The NBA franchises are closely monitoring the current tables as the Franchises of the NBA are fighting it out to get a playoff place and to hold onto their prospect of acquiring the title. As the clubs fight it out on the floor a number of the Franchises have a battle off it, with the active financial structure as it is, and the players contract demands ever rising some of the Franchises are finding it tough to endure in the present sporting market place. In this column we will look into the Philadelphia 76ers, a club with a notable history and a great followers basis. Plenty of the present Franchises are fashioned from huge investment when the Franchise For Sale option were available to possible shareholders. This is growing to be more important in the present sporting market as Franchise For Sale options are extremely tough to find, particularly in the basketball area. Stacks of presidents are holding onto their investments in this downturn and are eager for a turn around in the market. Throughout this point presidents will be controlling their Franchises as a Home Based Franchise, which means that they are slashing their expenditure and only spending the pure minimum. A Home Based Franchise tributes itself on not having a large amount of expenses and therefore using the Franchises ability to make a turnover. The present basketball Franchises are taking this lin, as they don’t want a Franchise For Sale sign shown outside their ground. Throughout a number of the Franchises history there has been significant variations in presidents and finances as the Philadelphia 76ers column will state.
The first Philadelphia 76ers were neither in Philadelphia nor called the 76ers. But the club did start in a north-eastern city and did have a nationalistic brand, the Syracuse Nationals. The Nats had been in the NBA since the league’s first year of existence and came to the City of Brotherly Love in 1963, just subesequent to the Warriors had abandoned Philadelphia for San Francisco. Thus began the Philadelphia 76ers, a business that has featured one of the best NBA lineups ever to strut onto the court (68-13 in 1966-67) and one of the worst to be beaten on it (9-73 in 1972-73).

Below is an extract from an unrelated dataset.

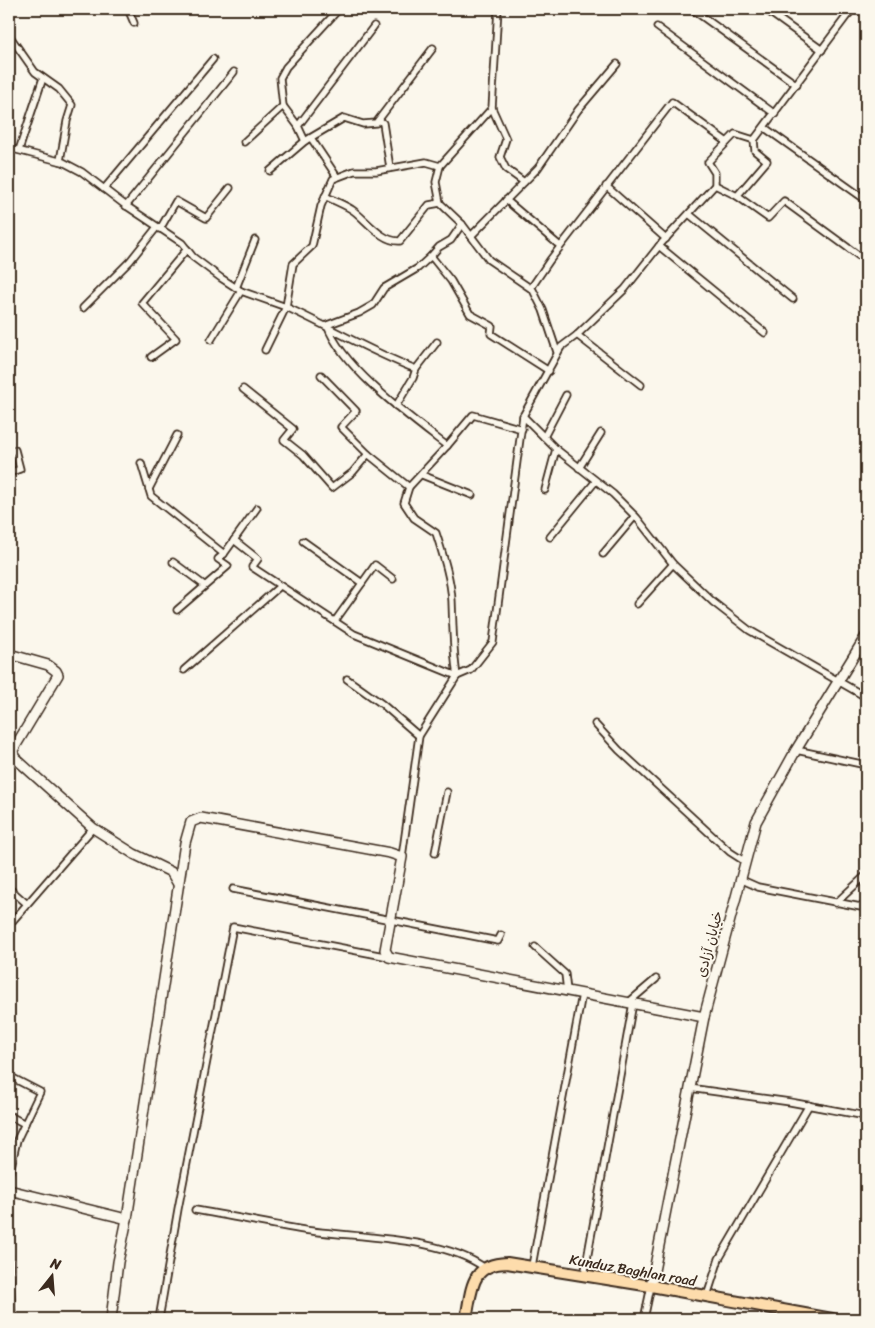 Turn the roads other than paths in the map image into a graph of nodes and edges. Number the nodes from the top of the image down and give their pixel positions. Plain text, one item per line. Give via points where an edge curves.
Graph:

Six Franchises from the NBL, including Syracuse, were brought into the BAA for the 1949-50 season, and the new league grew into the National Basketball Association. (Philadelphia’s legacy in the new league is worth noting: the Philadelphia Warriors were one of 11 charter members of the BAA and were in the initial NBA.)
In the spring of 1963, Irv Kosloff and Ike Richman joined up to purchase the Syracuse Nationals and moved the club to Philadelphia as the 76ers. Despite the changes, the new Philadelphia 76ers didn’t seem all that different on the ground. In 1967 the 76ers defeated the San Francisco Warriors in six games to take the crown. That 76ers squad has since been known as one of the greatest ever. As part of the NBA’s 35th-anniversary festivities in 1980, the 1966-67 76ers were voted the best squad in NBA history.
Fitz Eugene Dixon purchased the club in May 1976 and soon gave Philadelphia a standing as a club built on dollars. Dixon opened the vault instantly, paying $6 million for Julius “Dr. J” Erving ($3 million to the ABA New Jersey Nets and $3 million to Erving’s bank account) earlier to the 1976-77 season.
Philadelphia, one of the country’s great basketball cities, and its 76ers are an important part of the league’s history and of its future.